El Porquero de Agamenón dijo...

estoy aquí

Noite de luNa dijo...

Es una forma muy especial de declarar su amor al frigorífico alemán. Muy completo.
El escritor sin historias le está dando la lata una barbaridad y a mí, serios quebraderos de cabeza.

Me quedo con Adriano, las copas y el champagne.
Supongo que será un buen champagne. Un frigo del tal categoría y alemán, no merece menos.

Saludos, sr. Porquero

El Porquero de Agamenón dijo...

Estimada señorita.
I-Me deja usted pasmado.¿Dónde hablo del champán?
Porque efectivamente hablo del champán pero en un texto que acabo de escribir y que usted,de ninguna manera,podía saber,????????
II-Otra pregunta.¿Por qué el escritor sin historias le da serios problemas de cabeza?.
muchas gracias por su interés.

Noite de luNa dijo...

Está en el frigo. ¿ No lo ve encima de la bandeja con tres copas vacías?

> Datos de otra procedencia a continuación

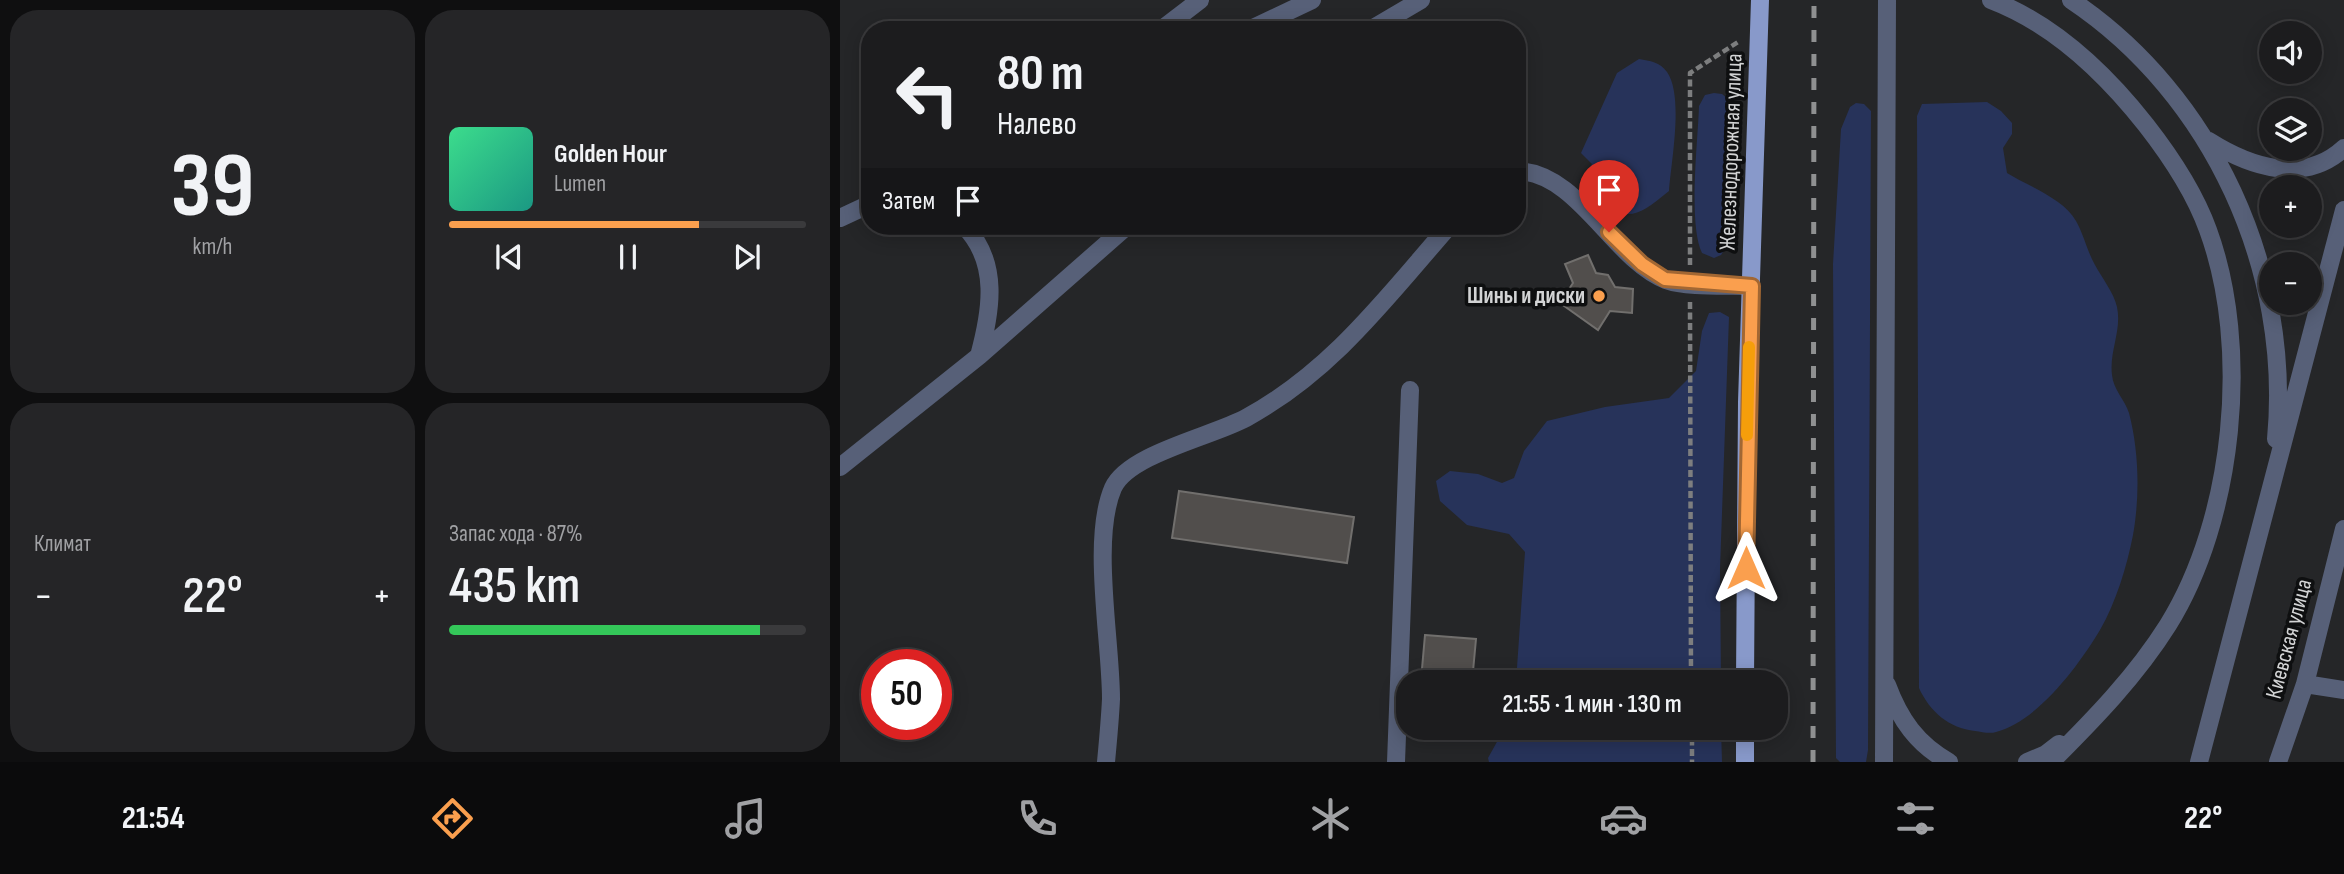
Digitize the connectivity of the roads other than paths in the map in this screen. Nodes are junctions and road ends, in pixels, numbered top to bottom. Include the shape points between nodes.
1 (1200, 0) edge
2 (1312, 0) edge
3 (1421, 0) edge
4 (1760, 0) edge
5 (1887, 0) edge
6 (1991, 0) edge
7 (2071, 0) edge
8 (1173, 21) edge
9 (1268, 21) edge
10 (1385, 21) edge
11 (2206, 139) junction
12 (2344, 148) edge
13 (1526, 172) edge
14 (861, 208) edge
15 (2344, 210) edge
16 (840, 218) edge
17 (970, 235) edge
18 (1117, 235) edge
19 (1440, 235) edge
20 (1752, 286) junction
21 (979, 356) junction
22 (1410, 390) dead end
23 (840, 467) edge
24 (2271, 491) junction
25 (2344, 529) edge
26 (1745, 670) edge
27 (1883, 673) junction
28 (2305, 684) junction
29 (2344, 690) edge
30 (2096, 717) junction
31 (1745, 740) edge
32 (1107, 762) edge
33 (1396, 762) edge
34 (1745, 762) edge
35 (1884, 762) edge
36 (1949, 762) edge
37 (2027, 762) edge
38 (2051, 762) edge
39 (2199, 762) edge
40 (2278, 762) edge

1 - 8 street
2 - 9 street
3 - 10 street
4 - 20 main road, Железнодорожная улица
5 - 27 street
6 - 30 street via 2073,48 2123,97 2166,152 2189,187 2208,230 2226,307 2232,385 2229,428 2223,473 2203,548 2169,623
7 - 11 street via 2140,58
11 - 12 street via 2234,157 2276,169 2310,166 2333,158
11 - 24 street via 2249,231 2272,318 2278,421
13 - 20 street via 1543,175 1560,186 1653,273 1690,283
14 - 16 street
15 - 24 street
17 - 21 street via 984,255 990,278 990,304
18 - 21 street
19 - 32 street via 1354,334 1285,397 1243,420 1148,456 1114,485 1104,543 1111,698
20 - 26 main road, Железнодорожная улица
21 - 23 street
22 - 33 street
24 - 39 street
25 - 28 street, Киевская улица
27 - 35 street
27 - 36 street via 1905,725 1920,743
28 - 29 street
28 - 40 street, Киевская улица
30 - 37 street via 2046,754
30 - 38 street
31 - 34 main road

El Porquero de Agamenón dijo...

Si usted dice que están, están.
Mi imaginación no da para tanto.
Me fío de usted.
Buenas noches.

Tordon dijo...

Interesante panegírico del congelado, impetuoso Porquero.

Me gusta el toque “retro” de Celentano, aunque mentar a la Falange se me antoja excesivo.

Salu2

El Porquero de Agamenón dijo...

Muchímas gracias, señor Tordon.
I-Adoro a Celentano pero evidentemente no adoro a Falange.
La Falange perteneció a mi infancia y a la de millones de niños, quisieramos o no quisieramos.Lo que queríamos ir a jugar al ping-pong.
II-De todas formas,insisto, mi yo literario es una cosa, mi yo real otra aunque tammpoco, a estas alturas de la película, nos vamos engañar demasiado con la tontería de que lo uno no tiene nada que ver con lo otro. soy escritor pero no esquizofrénico.

Argax dijo...

En primer lugar darle mis aplausos más enrojecedores de palmas por la imagen sugerida en este párrafo:

"La perfección del bigote del bigotino rimaba en consonancia perfecta con sus afiladísimas tijeras que enarbolaba como un asesino antes de practicarle a mi cabello infantil un corte radical.".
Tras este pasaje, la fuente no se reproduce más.